Originally published 18 December 2008
For the past decade or so, I have had the honor and privilege of helping people around the world with their data warehouses. The work that it has been my privilege to do has ranged from initial design to operations to monitoring to ease of and speed of end user access. In addition, I have seen data warehouses around the world. A recent check of my passport showed that work has been done in 56 countries.
Yet, just when you think you have seen it all, something new crops up. A jackrabbit jumps out of a hole in the ground right in front of you.
The other day, I was consulting at a bank. We were looking at their data warehouse when something different cropped up. The bank was loading data into their data warehouse. Then, once a month, they were reading their data warehouse and recalculating a figure. The figure was a risk rating for each loan customer. Each month, they recalculated the bank’s assessment of the likelihood of a loan being repaid.
At first glance, this seems to violate the cardinal rule of a data warehouse never being updated. After all, at least one field is being read, recalculated, and written over.
But further investigation showed that perhaps this practice was OK.
From a business standpoint, it was necessary to have a very current assessment of risk. Recalculation on a monthly basis was a genuine business requirement. Secondly, the criteria used to assess risk were changing all the time. Over a year’s time, there was considerable change in the basic risk calculation. Each change in the basic risk calculation invalidated the previous month’s calculation. So, once again, there was a business requirement for a recalculation.
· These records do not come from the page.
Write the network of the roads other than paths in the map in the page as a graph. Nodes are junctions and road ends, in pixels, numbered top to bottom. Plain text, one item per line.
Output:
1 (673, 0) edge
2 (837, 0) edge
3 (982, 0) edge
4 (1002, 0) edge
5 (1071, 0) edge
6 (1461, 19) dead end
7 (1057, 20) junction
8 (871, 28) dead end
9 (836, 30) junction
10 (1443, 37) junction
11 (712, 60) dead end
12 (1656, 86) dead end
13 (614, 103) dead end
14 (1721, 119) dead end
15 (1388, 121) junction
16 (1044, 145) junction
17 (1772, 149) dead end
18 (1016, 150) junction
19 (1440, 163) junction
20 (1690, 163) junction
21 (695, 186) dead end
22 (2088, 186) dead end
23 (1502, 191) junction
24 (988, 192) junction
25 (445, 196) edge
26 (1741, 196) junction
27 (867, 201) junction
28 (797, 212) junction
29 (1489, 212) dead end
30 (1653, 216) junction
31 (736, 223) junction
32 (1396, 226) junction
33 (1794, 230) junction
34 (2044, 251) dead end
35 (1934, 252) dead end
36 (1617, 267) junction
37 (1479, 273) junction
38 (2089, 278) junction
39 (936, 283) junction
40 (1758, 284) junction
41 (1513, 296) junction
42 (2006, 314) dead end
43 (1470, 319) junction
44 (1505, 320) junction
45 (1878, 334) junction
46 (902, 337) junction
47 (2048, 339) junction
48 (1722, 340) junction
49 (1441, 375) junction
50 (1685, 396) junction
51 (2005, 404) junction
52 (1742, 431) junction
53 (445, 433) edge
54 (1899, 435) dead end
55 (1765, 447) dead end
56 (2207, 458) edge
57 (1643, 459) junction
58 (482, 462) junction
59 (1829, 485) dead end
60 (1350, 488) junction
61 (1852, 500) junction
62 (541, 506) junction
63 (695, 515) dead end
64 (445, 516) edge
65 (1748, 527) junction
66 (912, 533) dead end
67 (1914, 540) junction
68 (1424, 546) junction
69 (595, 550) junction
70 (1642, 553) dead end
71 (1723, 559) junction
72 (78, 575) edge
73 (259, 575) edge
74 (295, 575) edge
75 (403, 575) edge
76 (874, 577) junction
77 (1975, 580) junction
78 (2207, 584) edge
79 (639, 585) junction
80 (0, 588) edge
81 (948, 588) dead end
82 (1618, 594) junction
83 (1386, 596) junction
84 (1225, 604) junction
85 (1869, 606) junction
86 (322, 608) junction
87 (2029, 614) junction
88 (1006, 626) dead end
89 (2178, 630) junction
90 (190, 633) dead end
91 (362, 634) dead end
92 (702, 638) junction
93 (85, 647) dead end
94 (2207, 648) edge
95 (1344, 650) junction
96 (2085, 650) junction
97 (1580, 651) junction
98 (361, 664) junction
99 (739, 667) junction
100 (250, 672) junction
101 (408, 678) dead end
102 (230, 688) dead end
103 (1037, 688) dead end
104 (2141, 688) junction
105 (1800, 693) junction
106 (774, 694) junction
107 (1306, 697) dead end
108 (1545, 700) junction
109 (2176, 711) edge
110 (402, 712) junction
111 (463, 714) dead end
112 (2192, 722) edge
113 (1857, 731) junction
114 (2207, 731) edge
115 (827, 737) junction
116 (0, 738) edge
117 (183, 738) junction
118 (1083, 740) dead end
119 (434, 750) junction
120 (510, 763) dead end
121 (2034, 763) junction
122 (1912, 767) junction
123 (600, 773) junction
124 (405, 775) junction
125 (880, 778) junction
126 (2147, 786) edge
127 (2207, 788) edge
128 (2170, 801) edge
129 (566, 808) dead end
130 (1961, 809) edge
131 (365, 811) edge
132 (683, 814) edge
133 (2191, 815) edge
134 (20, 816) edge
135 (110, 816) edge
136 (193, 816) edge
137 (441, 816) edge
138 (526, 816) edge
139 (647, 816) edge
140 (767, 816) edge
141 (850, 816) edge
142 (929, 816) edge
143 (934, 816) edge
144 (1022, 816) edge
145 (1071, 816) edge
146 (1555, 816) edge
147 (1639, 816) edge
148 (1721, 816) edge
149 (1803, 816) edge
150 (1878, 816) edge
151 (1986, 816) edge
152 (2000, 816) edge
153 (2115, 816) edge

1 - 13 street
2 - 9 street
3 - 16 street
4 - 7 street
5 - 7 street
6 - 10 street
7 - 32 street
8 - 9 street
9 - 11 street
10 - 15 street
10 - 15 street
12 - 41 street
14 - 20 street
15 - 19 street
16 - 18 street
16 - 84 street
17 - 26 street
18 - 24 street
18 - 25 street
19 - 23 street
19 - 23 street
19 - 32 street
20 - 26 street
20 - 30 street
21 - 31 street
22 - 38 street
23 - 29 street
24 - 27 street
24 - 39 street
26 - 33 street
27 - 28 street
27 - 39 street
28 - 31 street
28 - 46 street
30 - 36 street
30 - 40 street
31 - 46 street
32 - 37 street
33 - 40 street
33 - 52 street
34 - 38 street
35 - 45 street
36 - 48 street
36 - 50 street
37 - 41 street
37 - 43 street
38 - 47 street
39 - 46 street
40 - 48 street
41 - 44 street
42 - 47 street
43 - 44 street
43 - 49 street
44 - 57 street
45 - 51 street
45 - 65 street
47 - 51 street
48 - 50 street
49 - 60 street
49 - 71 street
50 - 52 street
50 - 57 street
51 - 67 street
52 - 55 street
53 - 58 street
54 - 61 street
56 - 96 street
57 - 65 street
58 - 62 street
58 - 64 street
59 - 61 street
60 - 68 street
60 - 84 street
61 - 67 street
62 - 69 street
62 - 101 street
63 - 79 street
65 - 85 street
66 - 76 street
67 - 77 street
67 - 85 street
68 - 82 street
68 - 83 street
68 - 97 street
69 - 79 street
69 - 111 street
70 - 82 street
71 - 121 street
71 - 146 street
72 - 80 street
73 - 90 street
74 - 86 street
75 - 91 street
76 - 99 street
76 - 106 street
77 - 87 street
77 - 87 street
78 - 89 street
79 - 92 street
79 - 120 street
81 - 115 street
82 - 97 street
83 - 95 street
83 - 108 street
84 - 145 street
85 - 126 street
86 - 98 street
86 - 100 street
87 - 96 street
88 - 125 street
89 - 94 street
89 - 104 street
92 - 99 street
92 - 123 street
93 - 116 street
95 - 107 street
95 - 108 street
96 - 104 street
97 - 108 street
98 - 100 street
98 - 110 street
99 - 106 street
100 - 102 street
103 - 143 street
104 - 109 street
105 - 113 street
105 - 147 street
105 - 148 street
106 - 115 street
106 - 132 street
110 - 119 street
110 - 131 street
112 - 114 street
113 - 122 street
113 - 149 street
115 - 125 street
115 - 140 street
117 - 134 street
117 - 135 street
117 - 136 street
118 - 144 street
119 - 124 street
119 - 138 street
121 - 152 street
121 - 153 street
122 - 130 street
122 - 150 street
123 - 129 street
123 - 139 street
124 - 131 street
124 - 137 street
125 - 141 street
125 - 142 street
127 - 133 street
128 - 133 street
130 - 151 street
A third factor was that the bank had been operating their risk assessment this way for many years. This meant that when a bank officer examined this month’s record, there was no cry of, “My data does not match last month.”
A fourth factor was that the calculation was done for all loans. While it is true that the assessment value may stay the same for a given loan throughout a stretch of months, the calculation will have been done differently each month.
So from all of these standpoints, the recalculation of data within the data warehouse seemed like an OK thing to do.
There was one nagging question that arose. That question was, “Is the bank ever going to need to compare one month’s set of calculations against a previous month’s set of calculations?” Was there ever going to be a need to look at this month’s data compared to the same month a year ago, for example?
The bank officers assured me that such a calculation was never done. And as long as a calculation of this variety is never done, then there is no need to store a historical record of each month’s calculations. But had such a comparison needed to be done (or even if someone thought that it might need to be done sometime in the future), it would have been simple enough to store the historical record of each month’s calculation.
Thus it was that the good people of the bank got me to agree that violation of one of the basic tenets of a data warehouse was OK.
Does all of this mean that the rules for data warehouse design really aren’t cast in stone? The answer is that people violate the rules of good data warehouse design all the time. And, in each case, something is gained and something is lost.
The point of good design is to make sure you know exactly what is gained and what is lost. As long as the tradeoff is well thought out, as long as the tradeoff has both sides of the equation considered, then the decision to violate the rules of data warehouse design may be OK.
All too often, people make design decisions that violate the good practices of data warehouse design without having a clue that a tradeoff is being made. All too often, people make design decisions looking at just one side of the coin. And this is where people get in trouble.
One such decision – for example – is the conscious decision to do wholesale transaction processing in a data warehouse. From the standpoint of technology, can such a design decision be accommodated? The answer is yes, there are technologies that will allow you to update a data warehouse. And this may seem to be a dandy thing to do.
But the downside of doing wholesale transaction processing in a data warehouse is quite large. When you do wholesale update in a data warehouse:
And the list goes on.
Changing the basic tenets of good data warehouse design must be done carefully and with full inspection of both the positive and the negative cases of the database design tradeoffs.